---------- INFORMATION SUPPLIED

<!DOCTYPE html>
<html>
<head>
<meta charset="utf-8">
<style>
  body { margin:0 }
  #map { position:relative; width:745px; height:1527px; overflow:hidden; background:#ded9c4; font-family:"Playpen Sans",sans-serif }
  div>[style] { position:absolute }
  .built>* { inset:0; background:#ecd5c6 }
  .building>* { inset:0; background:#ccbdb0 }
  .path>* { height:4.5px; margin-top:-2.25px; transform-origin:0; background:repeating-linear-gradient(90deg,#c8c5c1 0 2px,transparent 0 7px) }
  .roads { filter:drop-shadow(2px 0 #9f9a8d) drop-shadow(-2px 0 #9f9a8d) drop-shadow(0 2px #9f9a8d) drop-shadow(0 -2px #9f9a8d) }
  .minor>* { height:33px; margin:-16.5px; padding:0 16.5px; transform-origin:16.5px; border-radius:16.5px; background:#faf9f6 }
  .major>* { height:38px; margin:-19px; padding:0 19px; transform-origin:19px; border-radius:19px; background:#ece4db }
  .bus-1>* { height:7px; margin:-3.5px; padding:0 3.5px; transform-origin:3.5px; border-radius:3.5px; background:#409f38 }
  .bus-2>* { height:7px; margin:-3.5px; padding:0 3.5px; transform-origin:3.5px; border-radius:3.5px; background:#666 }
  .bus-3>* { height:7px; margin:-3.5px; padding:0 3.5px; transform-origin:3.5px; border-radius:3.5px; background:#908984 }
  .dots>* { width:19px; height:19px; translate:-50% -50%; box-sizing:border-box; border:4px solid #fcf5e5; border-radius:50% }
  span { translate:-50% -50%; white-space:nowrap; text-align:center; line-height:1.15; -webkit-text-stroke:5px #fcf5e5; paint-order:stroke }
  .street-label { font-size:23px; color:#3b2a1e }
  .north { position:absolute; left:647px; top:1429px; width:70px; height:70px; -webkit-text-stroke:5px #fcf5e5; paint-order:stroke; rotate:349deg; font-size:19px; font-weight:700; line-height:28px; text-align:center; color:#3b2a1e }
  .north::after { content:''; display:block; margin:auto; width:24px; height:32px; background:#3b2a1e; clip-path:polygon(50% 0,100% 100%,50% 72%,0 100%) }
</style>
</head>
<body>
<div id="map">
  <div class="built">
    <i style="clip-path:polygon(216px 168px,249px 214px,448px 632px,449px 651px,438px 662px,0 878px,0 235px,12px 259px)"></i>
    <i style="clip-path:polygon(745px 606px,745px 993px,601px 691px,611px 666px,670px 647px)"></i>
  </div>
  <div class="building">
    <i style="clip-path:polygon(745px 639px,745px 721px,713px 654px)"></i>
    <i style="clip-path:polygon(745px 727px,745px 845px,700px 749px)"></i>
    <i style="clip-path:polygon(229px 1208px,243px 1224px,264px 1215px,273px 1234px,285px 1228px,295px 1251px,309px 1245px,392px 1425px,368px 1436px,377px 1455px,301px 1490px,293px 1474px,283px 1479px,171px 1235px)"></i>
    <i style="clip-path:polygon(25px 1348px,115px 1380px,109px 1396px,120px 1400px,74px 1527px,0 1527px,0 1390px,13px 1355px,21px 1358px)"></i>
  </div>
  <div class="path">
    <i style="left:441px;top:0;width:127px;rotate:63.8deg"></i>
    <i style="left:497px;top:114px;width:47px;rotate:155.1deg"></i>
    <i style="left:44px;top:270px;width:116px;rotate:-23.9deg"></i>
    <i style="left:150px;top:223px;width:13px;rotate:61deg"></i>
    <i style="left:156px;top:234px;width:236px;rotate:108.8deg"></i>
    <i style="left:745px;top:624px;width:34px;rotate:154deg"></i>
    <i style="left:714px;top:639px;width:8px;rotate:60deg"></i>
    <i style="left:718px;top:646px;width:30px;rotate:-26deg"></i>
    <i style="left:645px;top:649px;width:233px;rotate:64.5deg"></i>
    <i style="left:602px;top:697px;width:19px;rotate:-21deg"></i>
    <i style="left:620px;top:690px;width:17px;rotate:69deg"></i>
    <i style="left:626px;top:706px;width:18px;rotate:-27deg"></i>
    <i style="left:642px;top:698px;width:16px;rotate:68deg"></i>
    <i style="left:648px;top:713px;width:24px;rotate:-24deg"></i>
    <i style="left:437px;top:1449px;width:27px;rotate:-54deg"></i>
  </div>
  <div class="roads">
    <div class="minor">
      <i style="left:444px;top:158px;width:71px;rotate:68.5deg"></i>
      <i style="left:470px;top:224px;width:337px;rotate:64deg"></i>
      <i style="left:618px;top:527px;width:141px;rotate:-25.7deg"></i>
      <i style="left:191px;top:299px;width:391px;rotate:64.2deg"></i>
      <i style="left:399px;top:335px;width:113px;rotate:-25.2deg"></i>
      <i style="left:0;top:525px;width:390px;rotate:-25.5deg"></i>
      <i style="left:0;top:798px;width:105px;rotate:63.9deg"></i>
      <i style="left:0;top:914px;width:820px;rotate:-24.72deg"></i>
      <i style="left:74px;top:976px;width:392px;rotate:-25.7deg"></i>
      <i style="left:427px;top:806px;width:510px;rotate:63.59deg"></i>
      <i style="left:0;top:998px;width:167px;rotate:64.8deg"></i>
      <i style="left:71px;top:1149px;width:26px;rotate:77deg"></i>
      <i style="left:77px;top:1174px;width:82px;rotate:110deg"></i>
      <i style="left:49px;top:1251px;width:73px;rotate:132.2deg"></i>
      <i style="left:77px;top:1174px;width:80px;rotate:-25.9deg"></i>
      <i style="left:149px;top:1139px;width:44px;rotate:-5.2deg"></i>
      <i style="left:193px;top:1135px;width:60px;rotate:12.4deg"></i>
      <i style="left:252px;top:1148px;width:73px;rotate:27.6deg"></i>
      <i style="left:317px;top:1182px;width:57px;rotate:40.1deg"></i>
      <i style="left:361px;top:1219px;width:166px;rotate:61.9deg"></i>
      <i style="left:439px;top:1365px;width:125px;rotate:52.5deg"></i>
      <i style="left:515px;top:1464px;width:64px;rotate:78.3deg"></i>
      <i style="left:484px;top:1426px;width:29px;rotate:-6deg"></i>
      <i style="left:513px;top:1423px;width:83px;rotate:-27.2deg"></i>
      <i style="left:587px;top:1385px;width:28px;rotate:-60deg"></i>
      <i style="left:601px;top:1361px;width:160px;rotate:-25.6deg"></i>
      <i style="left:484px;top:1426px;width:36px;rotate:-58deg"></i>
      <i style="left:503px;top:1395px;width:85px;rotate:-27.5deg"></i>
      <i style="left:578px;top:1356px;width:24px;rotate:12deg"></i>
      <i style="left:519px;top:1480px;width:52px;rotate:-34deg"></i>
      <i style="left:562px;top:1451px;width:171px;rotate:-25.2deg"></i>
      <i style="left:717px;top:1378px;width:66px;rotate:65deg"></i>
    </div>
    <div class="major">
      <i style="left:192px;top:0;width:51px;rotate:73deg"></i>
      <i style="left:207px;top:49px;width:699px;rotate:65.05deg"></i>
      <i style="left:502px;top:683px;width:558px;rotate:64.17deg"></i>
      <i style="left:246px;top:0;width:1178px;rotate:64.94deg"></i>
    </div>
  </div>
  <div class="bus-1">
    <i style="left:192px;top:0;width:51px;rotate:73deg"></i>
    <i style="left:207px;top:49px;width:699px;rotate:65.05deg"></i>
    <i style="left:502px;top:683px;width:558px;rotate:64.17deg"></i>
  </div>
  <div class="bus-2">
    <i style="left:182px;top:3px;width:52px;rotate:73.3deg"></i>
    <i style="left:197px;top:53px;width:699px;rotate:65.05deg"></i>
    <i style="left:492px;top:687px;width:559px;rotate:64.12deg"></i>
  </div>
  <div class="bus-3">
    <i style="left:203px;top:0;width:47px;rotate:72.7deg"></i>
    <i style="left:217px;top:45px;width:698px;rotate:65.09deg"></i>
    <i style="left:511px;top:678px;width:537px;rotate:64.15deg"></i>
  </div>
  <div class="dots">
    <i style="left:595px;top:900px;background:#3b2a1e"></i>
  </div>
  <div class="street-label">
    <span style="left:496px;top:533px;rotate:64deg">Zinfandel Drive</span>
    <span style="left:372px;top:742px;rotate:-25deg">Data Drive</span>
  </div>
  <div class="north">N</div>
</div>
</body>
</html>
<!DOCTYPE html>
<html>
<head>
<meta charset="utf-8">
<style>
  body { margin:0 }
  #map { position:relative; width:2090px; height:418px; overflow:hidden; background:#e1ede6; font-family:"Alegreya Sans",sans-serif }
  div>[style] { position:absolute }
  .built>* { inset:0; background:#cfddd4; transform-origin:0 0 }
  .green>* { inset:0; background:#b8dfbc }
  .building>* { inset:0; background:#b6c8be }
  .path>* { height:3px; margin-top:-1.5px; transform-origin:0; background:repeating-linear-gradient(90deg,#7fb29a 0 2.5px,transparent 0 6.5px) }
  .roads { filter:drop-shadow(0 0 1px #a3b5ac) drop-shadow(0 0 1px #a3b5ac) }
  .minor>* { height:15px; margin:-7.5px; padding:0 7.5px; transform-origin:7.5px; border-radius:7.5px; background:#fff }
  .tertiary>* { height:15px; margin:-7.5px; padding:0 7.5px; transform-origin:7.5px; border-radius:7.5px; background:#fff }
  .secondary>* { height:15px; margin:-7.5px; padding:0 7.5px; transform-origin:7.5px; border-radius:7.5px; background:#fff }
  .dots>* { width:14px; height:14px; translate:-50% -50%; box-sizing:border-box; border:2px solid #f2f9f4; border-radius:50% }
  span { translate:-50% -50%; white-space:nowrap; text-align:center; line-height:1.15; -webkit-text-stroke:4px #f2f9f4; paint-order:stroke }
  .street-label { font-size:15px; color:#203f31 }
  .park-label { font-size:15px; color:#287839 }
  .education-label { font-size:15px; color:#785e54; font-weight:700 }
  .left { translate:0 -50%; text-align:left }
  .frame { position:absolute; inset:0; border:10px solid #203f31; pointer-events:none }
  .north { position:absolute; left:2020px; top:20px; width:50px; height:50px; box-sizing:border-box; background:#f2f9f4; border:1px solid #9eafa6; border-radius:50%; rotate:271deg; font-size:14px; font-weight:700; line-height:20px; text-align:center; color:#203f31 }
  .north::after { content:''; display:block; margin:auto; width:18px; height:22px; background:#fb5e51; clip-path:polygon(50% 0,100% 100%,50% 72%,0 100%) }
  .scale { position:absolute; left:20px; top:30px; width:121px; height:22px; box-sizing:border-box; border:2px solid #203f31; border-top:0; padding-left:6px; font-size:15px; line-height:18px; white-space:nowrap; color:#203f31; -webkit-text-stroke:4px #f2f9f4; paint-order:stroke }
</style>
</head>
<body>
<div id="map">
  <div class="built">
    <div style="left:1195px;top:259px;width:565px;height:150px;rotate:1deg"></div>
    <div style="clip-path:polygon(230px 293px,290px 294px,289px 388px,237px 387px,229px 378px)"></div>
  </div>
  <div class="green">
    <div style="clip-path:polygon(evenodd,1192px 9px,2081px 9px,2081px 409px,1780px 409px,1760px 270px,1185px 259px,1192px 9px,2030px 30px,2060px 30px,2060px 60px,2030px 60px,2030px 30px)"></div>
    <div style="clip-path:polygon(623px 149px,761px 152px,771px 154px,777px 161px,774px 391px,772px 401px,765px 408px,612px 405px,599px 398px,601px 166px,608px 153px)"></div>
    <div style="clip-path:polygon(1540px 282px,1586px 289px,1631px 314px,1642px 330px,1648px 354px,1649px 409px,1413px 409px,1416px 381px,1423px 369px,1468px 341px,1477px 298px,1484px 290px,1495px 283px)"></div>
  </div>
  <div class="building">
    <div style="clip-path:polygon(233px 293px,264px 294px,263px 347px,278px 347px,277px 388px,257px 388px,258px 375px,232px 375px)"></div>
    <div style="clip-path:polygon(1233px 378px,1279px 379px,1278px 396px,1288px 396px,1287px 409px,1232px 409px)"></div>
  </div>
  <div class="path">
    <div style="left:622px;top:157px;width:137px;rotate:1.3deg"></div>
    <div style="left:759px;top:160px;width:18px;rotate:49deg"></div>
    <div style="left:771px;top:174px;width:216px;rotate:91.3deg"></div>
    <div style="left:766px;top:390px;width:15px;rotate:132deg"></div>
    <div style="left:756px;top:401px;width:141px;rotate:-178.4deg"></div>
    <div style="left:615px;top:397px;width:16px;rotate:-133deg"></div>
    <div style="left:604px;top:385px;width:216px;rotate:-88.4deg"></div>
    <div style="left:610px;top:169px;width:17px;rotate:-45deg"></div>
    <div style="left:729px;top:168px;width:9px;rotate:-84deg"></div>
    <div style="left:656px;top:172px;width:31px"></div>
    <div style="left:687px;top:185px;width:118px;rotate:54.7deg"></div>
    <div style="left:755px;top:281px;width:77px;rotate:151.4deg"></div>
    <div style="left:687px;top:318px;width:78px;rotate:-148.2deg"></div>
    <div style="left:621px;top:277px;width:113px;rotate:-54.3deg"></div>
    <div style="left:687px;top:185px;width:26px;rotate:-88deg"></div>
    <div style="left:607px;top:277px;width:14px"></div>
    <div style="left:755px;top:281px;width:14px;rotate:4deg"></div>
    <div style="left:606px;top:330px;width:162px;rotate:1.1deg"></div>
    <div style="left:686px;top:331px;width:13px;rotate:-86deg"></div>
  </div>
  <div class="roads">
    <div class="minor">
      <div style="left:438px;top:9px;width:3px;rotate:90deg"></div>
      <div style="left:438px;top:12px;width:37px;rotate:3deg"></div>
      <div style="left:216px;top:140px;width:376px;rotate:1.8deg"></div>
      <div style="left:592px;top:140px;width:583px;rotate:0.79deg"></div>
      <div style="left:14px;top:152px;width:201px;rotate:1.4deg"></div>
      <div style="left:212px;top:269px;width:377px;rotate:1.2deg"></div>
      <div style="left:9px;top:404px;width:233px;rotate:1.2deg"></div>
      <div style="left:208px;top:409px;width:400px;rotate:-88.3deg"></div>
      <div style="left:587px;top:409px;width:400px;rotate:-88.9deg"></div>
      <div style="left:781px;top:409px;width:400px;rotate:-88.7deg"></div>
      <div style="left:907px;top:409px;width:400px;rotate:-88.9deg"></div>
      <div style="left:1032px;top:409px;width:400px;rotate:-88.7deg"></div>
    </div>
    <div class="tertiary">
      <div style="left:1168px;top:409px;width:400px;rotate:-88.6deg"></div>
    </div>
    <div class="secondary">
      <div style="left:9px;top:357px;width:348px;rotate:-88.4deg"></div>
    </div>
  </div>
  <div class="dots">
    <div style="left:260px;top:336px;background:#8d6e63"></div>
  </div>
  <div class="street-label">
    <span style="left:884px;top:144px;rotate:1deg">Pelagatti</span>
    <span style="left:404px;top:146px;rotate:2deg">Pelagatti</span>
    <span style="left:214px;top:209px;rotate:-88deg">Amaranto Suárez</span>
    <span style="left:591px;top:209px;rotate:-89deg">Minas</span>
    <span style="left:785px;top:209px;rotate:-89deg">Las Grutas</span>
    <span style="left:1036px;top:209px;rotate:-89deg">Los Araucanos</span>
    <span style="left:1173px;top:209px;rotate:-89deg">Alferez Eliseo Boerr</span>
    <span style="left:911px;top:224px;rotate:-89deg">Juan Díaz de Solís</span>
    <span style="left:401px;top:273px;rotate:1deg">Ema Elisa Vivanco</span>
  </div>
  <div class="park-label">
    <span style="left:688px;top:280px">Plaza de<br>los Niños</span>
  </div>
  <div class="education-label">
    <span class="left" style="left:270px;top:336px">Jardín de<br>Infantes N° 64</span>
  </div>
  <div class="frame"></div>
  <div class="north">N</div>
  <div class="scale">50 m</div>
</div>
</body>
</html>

--------------------

### WHAT THIS TASK INVOLVES
Search the listing above for the word "sans", and copy every line that has it.

### COMPLETED EXERCISE
  #map { position:relative; width:745px; height:1527px; overflow:hidden; background:#ded9c4; font-family:"Playpen Sans",sans-serif }
  #map { position:relative; width:2090px; height:418px; overflow:hidden; background:#e1ede6; font-family:"Alegreya Sans",sans-serif }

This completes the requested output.